From the data that follows, copy every line holding the string "nodes".

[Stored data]
....

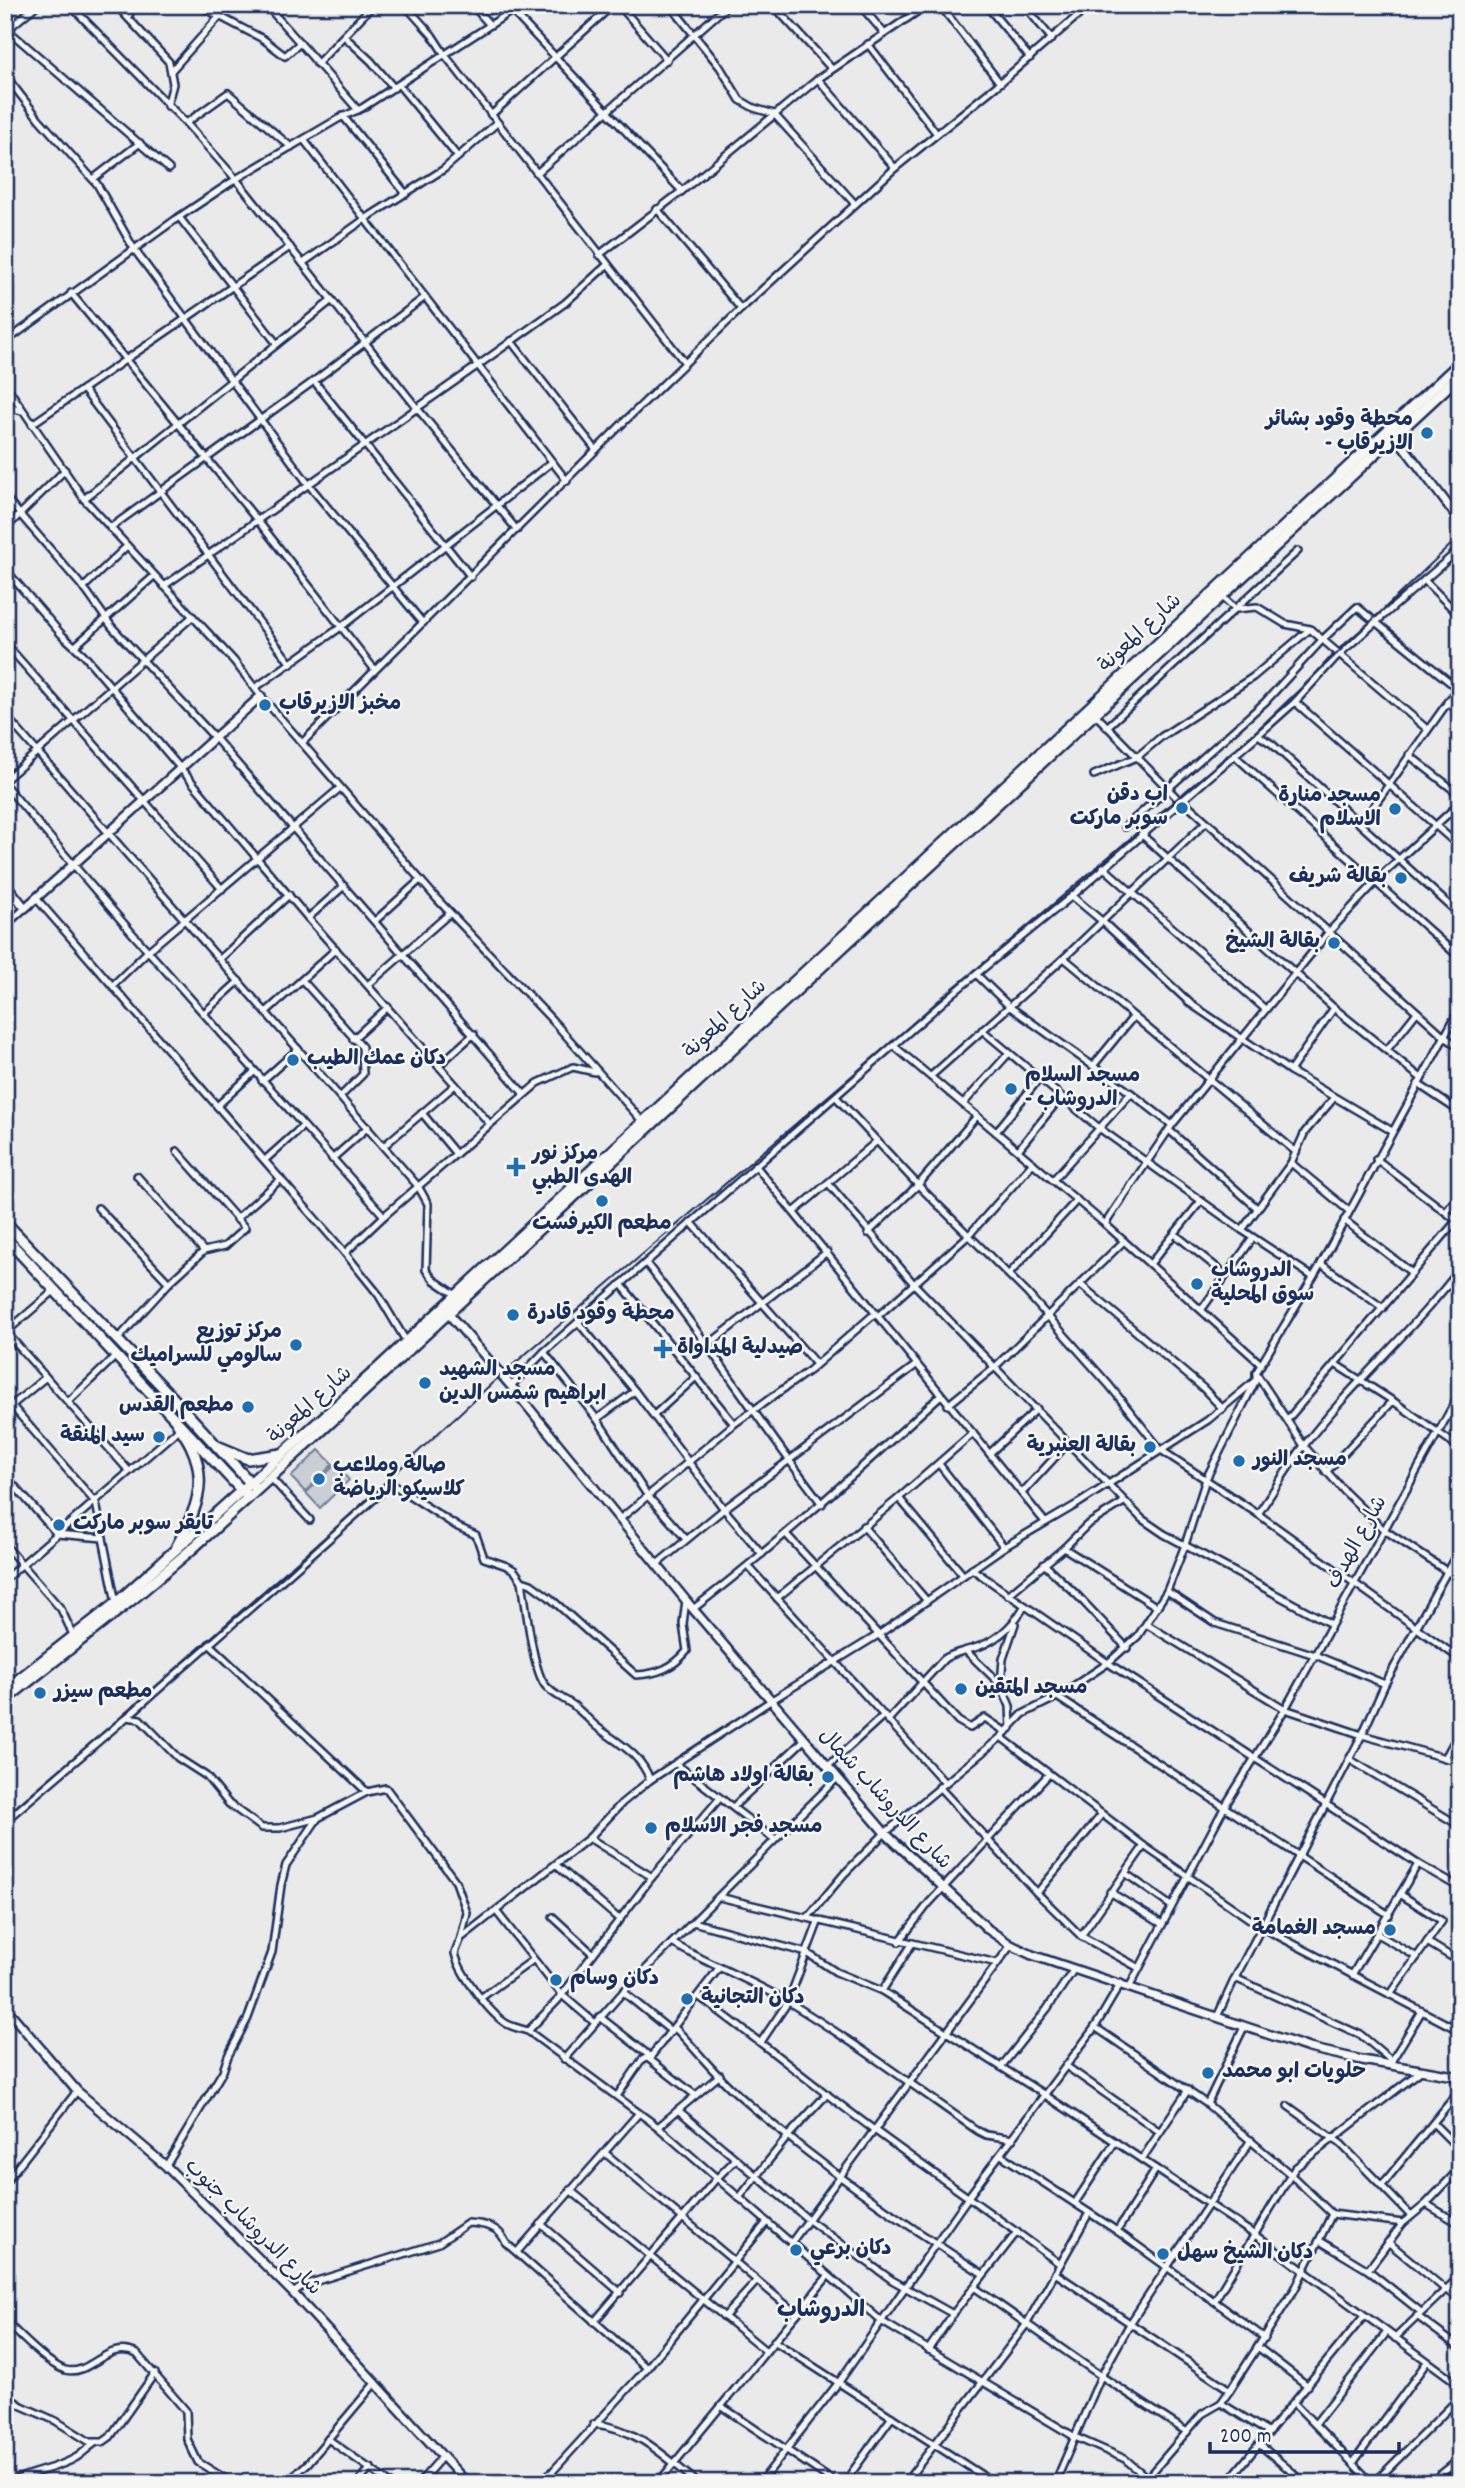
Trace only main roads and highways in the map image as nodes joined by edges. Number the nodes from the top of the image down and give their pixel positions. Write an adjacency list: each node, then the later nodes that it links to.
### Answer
1 (1460, 363): 3 (main road, شارع المعونة)
2 (1460, 374): 3 (main road, شارع المعونة)
3 (1392, 431): 6 (main road, شارع المعونة); 6 (main road, شارع المعونة)
4 (5, 1222): 7 (main road)
5 (5, 1237): 8 (main road)
6 (445, 1310): 10 (main road, شارع المعونة); 11 (main road, شارع المعونة)
7 (183, 1409): 8 (main road); 9 (main road)
8 (177, 1423): 12 (main road); 13 (main road)
9 (217, 1446): 10 (main road); 11 (main road)
10 (286, 1452): 11 (main road, شارع المعونة)
11 (253, 1486): 12 (main road, شارع المعونة)
12 (244, 1494): 13 (main road, شارع المعونة); 15 (main road, شارع المعونة)
13 (172, 1554): 14 (main road, شارع المعونة)
14 (5, 1690)
15 (5, 1700)

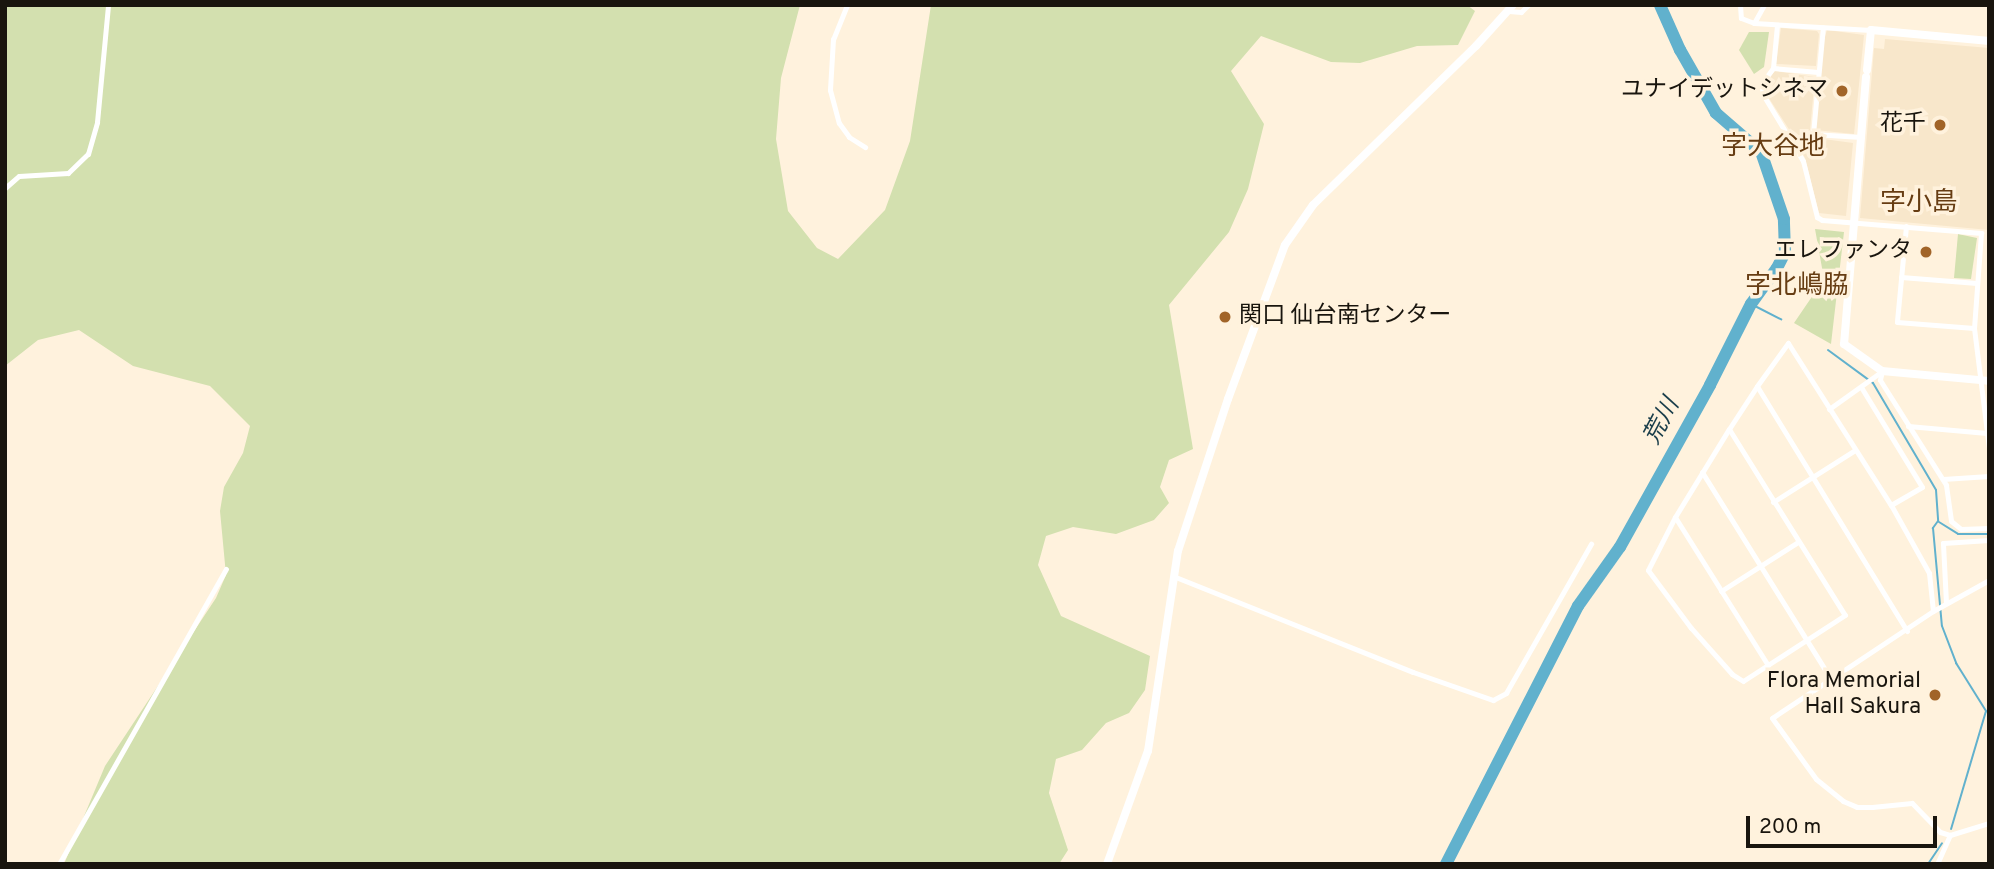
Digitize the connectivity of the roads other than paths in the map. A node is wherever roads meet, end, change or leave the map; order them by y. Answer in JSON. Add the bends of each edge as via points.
{"nodes":[{"id":1,"x":108,"y":5,"type":"edge"},
{"id":2,"x":847,"y":5,"type":"edge"},
{"id":3,"x":1528,"y":5,"type":"edge"},
{"id":4,"x":1741,"y":5,"type":"edge"},
{"id":5,"x":1764,"y":5,"type":"edge"},
{"id":6,"x":1511,"y":8,"type":"edge"},
{"id":7,"x":1754,"y":23,"type":"junction"},
{"id":8,"x":1777,"y":25,"type":"junction"},
{"id":9,"x":1822,"y":27,"type":"junction"},
{"id":10,"x":1871,"y":30,"type":"junction"},
{"id":11,"x":1989,"y":41,"type":"edge"},
{"id":12,"x":1773,"y":68,"type":"junction"},
{"id":13,"x":1818,"y":72,"type":"junction"},
{"id":14,"x":1814,"y":134,"type":"junction"},
{"id":15,"x":1861,"y":137,"type":"junction"},
{"id":16,"x":865,"y":147,"type":"dead end"},
{"id":17,"x":1794,"y":147,"type":"junction"},
{"id":18,"x":5,"y":188,"type":"edge"},
{"id":19,"x":1854,"y":222,"type":"junction"},
{"id":20,"x":1906,"y":226,"type":"junction"},
{"id":21,"x":1901,"y":277,"type":"junction"},
{"id":22,"x":1977,"y":283,"type":"junction"},
{"id":23,"x":1974,"y":328,"type":"junction"},
{"id":24,"x":1878,"y":374,"type":"junction"},
{"id":25,"x":1985,"y":381,"type":"edge"},
{"id":26,"x":1757,"y":386,"type":"junction"},
{"id":27,"x":1861,"y":387,"type":"junction"},
{"id":28,"x":1829,"y":409,"type":"junction"},
{"id":29,"x":1908,"y":426,"type":"junction"},
{"id":30,"x":1728,"y":429,"type":"junction"},
{"id":31,"x":1987,"y":433,"type":"edge"},
{"id":32,"x":1989,"y":449,"type":"edge"},
{"id":33,"x":1855,"y":450,"type":"junction"},
{"id":34,"x":1702,"y":472,"type":"junction"},
{"id":35,"x":1812,"y":476,"type":"junction"},
{"id":36,"x":1989,"y":477,"type":"edge"},
{"id":37,"x":1943,"y":479,"type":"junction"},
{"id":38,"x":1773,"y":502,"type":"junction"},
{"id":39,"x":1891,"y":505,"type":"junction"},
{"id":40,"x":1675,"y":517,"type":"junction"},
{"id":41,"x":1989,"y":528,"type":"edge"},
{"id":42,"x":1989,"y":540,"type":"edge"},
{"id":43,"x":1798,"y":542,"type":"junction"},
{"id":44,"x":1591,"y":544,"type":"dead end"},
{"id":45,"x":1760,"y":567,"type":"junction"},
{"id":46,"x":226,"y":569,"type":"dead end"},
{"id":47,"x":1173,"y":576,"type":"junction"},
{"id":48,"x":1989,"y":580,"type":"edge"},
{"id":49,"x":1721,"y":591,"type":"junction"},
{"id":50,"x":1945,"y":604,"type":"junction"},
{"id":51,"x":1934,"y":610,"type":"junction"},
{"id":52,"x":1907,"y":631,"type":"junction"},
{"id":53,"x":1807,"y":641,"type":"junction"},
{"id":54,"x":1768,"y":666,"type":"junction"},
{"id":55,"x":1832,"y":680,"type":"junction"},
{"id":56,"x":1989,"y":823,"type":"edge"},
{"id":57,"x":1950,"y":835,"type":"junction"},
{"id":58,"x":59,"y":864,"type":"edge"},
{"id":59,"x":1107,"y":864,"type":"edge"},
{"id":60,"x":1937,"y":864,"type":"edge"}],
"edges":[{"from":1,"to":18,"type":"street","via":[[97,122],[88,154],[68,173],[19,176]]},
{"from":2,"to":16,"type":"street","via":[[833,39],[830,90],[839,123],[849,137]]},
{"from":3,"to":6,"type":"street","via":[[1521,12]]},
{"from":4,"to":7,"type":"street","via":[[1741,18]]},
{"from":5,"to":7,"type":"street"},
{"from":6,"to":47,"type":"street","via":[[1293,231],[1278,260],[1228,399]]},
{"from":7,"to":8,"type":"street"},
{"from":8,"to":9,"type":"street"},
{"from":8,"to":12,"type":"street"},
{"from":9,"to":10,"type":"street"},
{"from":9,"to":13,"type":"street"},
{"from":10,"to":11,"type":"street"},
{"from":10,"to":15,"type":"street"},
{"from":12,"to":13,"type":"street"},
{"from":12,"to":17,"type":"street","via":[[1763,82],[1762,93]]},
{"from":13,"to":14,"type":"street"},
{"from":14,"to":15,"type":"street"},
{"from":14,"to":17,"type":"street"},
{"from":15,"to":19,"type":"street"},
{"from":17,"to":19,"type":"street","via":[[1806,170],[1817,217]]},
{"from":19,"to":20,"type":"street"},
{"from":19,"to":24,"type":"street","via":[[1844,344]]},
{"from":20,"to":21,"type":"street"},
{"from":20,"to":22,"type":"street","via":[[1981,233]]},
{"from":21,"to":22,"type":"street"},
{"from":21,"to":23,"type":"street","via":[[1897,322]]},
{"from":22,"to":23,"type":"street"},
{"from":23,"to":25,"type":"street"},
{"from":24,"to":25,"type":"street"},
{"from":24,"to":27,"type":"street"},
{"from":24,"to":29,"type":"street"},
{"from":25,"to":31,"type":"street"},
{"from":26,"to":28,"type":"street","via":[[1788,343]]},
{"from":26,"to":30,"type":"street"},
{"from":26,"to":35,"type":"street"},
{"from":27,"to":28,"type":"street"},
{"from":27,"to":39,"type":"street","via":[[1922,487]]},
{"from":28,"to":33,"type":"street"},
{"from":29,"to":31,"type":"street"},
{"from":29,"to":37,"type":"street"},
{"from":30,"to":34,"type":"street"},
{"from":30,"to":38,"type":"street"},
{"from":31,"to":32,"type":"street"},
{"from":33,"to":35,"type":"street"},
{"from":33,"to":39,"type":"street"},
{"from":34,"to":40,"type":"street"},
{"from":34,"to":45,"type":"street"},
{"from":35,"to":38,"type":"street"},
{"from":35,"to":52,"type":"street"},
{"from":36,"to":37,"type":"street"},
{"from":37,"to":41,"type":"street","via":[[1951,521],[1961,528]]},
{"from":38,"to":43,"type":"street"},
{"from":39,"to":51,"type":"street","via":[[1929,573]]},
{"from":40,"to":49,"type":"street"},
{"from":40,"to":54,"type":"street","via":[[1648,570],[1732,674],[1743,681]]},
{"from":42,"to":50,"type":"street","via":[[1943,544]]},
{"from":43,"to":45,"type":"street"},
{"from":43,"to":53,"type":"street","via":[[1845,615]]},
{"from":44,"to":47,"type":"street","via":[[1506,693],[1493,700]]},
{"from":45,"to":49,"type":"street"},
{"from":45,"to":53,"type":"street"},
{"from":46,"to":58,"type":"street"},
{"from":47,"to":59,"type":"street","via":[[1148,751]]},
{"from":48,"to":50,"type":"street"},
{"from":49,"to":54,"type":"street"},
{"from":50,"to":51,"type":"street"},
{"from":51,"to":52,"type":"street"},
{"from":52,"to":55,"type":"street"},
{"from":53,"to":54,"type":"street"},
{"from":53,"to":55,"type":"street"},
{"from":55,"to":57,"type":"street","via":[[1772,718],[1816,779],[1857,807],[1912,803],[1940,832]]},
{"from":56,"to":57,"type":"street"},
{"from":57,"to":60,"type":"street"}]}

....

● Output of the exercise
Trace only main roads and highways in the map image as nodes joined by edges. Number the nodes from the top of the image down and give their pixel positions. Write an adjacency list: each node, then the later nodes that it links to.
{"nodes":[{"id":1,"x":108,"y":5,"type":"edge"},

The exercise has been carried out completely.